The Mission of Wings For Life is to address and the social, medical, and economic impacts of prison health care has on of inmates/ex-offenders and the communities they return.
Continued Traumatic Stress Disorder (CTSD)
The churning of the incarcerated from correctional systems to overburden and underserved social, economic, and medically burden communities creates Continued Traumatic Stress Disorder. In these communities victory is considered surviving each day.
The Unseen, Forgotten, and Uncounted
Twenty five years ago, people of color and health care providers viewed HIV/AIDS as white gay male disease, over the course of those years the face of HIV/AIDS has changed it is now black, brown, red, and women.The releases of this young, sick, 65%-70% HIV/AIDS co-infected, and uninsured population will impact emergency departments, inpatient length of stays, doctor visits, outpatient medical care, readmission rates, bed management, social admits, hospices, skilled nursing facilities, and increase the number of patients dying in hospital. They are the unseen and uncounted that within the next 5-15 years will require complex high utilized health care at public and private medical centers as they flow between incarceration and release.
Hepatitis C Epidemic – Migration from Prisons to Communities
As states across the country grabble to balance their budgets many are proposing early release programs of “non-violent” inmates. The majority of discussions of early release are focused on potential criminal activities of ex-offenders but the real danger of early release programs is up to 40% of early released inmates are infected with hepatitis C.

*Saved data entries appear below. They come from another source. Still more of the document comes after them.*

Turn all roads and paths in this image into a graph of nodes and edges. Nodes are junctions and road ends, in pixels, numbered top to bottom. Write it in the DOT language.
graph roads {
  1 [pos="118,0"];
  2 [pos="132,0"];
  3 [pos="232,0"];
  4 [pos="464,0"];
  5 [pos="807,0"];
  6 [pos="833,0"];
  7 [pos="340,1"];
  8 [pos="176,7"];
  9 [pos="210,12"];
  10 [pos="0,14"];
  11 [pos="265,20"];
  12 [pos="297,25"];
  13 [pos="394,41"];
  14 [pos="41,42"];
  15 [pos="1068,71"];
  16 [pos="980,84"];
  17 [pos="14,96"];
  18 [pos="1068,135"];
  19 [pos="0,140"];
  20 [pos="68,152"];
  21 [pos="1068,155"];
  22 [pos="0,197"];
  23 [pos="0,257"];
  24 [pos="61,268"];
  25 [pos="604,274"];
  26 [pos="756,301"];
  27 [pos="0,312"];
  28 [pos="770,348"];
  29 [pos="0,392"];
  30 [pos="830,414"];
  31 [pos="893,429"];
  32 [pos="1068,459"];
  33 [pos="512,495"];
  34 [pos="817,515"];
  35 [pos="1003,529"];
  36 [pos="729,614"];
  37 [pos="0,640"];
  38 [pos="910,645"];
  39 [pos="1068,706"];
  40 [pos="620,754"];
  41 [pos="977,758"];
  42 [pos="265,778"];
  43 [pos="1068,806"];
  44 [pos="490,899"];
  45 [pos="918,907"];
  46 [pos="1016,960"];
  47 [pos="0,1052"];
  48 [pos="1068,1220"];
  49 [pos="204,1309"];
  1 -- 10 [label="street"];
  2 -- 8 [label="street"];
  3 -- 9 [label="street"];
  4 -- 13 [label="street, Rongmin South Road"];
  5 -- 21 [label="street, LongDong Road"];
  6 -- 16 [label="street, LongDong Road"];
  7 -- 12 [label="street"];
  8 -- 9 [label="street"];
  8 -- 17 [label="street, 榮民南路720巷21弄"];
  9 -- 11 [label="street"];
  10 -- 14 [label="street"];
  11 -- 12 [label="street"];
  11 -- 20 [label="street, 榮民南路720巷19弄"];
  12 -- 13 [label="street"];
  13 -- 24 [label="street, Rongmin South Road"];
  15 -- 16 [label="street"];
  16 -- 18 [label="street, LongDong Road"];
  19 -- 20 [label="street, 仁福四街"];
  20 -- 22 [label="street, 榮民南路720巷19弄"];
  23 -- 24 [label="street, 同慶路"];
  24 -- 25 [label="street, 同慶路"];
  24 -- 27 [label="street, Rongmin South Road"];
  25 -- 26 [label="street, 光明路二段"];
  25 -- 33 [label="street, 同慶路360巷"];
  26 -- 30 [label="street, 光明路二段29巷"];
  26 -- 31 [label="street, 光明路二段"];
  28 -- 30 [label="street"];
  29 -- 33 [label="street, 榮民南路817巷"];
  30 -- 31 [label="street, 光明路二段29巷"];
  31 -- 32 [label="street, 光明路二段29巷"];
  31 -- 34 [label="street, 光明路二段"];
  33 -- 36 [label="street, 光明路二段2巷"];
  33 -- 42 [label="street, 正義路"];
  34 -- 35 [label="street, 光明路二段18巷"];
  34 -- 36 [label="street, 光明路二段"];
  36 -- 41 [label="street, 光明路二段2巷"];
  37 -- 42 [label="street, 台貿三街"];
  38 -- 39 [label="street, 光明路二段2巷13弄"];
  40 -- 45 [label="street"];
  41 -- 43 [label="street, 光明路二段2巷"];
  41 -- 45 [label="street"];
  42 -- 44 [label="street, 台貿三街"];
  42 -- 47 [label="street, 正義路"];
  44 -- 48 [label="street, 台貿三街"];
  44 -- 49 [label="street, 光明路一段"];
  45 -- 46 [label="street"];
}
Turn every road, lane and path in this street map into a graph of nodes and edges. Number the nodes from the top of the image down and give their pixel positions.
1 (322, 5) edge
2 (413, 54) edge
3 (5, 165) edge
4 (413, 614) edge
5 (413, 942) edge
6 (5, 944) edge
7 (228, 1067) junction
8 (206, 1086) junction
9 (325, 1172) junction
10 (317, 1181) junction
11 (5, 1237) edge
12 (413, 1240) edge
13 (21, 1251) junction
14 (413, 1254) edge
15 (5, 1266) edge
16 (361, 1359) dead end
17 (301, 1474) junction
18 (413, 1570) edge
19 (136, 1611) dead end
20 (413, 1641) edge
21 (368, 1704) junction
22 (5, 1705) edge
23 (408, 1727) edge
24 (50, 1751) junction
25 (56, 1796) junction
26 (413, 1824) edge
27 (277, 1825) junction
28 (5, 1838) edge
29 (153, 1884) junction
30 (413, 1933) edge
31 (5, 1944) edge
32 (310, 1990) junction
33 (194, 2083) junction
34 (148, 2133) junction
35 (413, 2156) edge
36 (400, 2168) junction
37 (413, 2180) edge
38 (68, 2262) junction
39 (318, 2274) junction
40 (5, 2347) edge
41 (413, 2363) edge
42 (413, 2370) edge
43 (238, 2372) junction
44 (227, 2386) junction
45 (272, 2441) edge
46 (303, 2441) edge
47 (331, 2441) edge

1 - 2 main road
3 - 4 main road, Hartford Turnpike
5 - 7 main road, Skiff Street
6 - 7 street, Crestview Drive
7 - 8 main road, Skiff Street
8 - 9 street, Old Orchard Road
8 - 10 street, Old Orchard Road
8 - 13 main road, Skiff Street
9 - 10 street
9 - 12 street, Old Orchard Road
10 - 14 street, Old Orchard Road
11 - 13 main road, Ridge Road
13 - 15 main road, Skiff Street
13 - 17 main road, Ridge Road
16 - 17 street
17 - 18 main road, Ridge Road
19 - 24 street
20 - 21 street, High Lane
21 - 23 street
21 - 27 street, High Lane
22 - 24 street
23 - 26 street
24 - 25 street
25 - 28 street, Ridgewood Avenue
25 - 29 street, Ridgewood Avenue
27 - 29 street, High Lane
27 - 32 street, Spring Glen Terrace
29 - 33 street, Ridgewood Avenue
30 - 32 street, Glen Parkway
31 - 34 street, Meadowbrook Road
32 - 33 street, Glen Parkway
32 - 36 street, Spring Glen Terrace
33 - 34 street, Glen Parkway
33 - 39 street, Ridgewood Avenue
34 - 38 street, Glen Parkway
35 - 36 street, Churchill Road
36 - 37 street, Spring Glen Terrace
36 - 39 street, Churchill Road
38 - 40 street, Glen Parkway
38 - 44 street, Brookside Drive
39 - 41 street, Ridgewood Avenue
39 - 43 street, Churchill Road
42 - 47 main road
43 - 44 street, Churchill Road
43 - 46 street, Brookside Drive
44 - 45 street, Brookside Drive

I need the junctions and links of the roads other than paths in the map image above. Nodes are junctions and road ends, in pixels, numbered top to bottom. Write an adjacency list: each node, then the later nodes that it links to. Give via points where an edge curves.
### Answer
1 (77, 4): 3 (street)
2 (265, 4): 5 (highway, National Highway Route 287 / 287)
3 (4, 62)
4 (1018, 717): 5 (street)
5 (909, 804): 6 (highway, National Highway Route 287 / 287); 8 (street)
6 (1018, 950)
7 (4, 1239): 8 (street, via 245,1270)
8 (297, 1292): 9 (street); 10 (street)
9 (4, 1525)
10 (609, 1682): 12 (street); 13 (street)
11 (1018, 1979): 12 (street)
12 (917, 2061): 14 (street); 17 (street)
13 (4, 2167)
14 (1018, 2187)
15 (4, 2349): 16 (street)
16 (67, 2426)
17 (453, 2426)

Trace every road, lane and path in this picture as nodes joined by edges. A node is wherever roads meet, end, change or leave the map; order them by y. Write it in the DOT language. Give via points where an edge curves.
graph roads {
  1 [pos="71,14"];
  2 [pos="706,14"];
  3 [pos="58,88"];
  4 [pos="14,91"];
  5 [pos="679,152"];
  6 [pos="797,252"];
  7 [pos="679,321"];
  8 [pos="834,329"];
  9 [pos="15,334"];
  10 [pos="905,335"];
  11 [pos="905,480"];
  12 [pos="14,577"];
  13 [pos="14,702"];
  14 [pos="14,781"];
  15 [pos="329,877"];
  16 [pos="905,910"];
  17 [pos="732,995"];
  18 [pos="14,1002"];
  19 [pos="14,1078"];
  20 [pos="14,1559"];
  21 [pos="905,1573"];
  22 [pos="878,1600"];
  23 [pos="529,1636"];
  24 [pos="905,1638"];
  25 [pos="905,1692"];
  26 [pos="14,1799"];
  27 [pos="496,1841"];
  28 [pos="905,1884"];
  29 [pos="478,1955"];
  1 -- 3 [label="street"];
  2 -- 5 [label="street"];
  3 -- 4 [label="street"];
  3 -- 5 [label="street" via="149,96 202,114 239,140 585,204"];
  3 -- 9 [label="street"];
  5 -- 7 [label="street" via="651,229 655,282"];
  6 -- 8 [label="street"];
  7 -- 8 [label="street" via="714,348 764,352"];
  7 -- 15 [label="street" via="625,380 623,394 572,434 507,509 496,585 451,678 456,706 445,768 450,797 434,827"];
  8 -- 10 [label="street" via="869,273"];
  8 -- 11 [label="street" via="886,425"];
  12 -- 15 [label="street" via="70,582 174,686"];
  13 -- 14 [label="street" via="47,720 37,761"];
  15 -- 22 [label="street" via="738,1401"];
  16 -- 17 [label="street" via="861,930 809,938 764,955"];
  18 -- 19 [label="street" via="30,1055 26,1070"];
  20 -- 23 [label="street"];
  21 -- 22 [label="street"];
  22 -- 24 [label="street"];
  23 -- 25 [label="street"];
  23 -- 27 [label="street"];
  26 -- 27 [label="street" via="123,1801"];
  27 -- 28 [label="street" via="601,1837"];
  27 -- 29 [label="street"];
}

The Future Face of Hepatitis C – Women of Color
Residing in low income communities of commitment many women of color have limited opportunities to date, marry or have children with men who do not have a history of incarceration. Because of culture and history of violence many women of color will not ask or demand their mates use a condom. The migration patterns of HIV/AIDS from the correctional system to women of color is evident twenty plus years into the epidemic HIV/AIDS is now the leading cause of death of African American women ages 25-35 and the third leading cause of death of Latinas ages 25-35.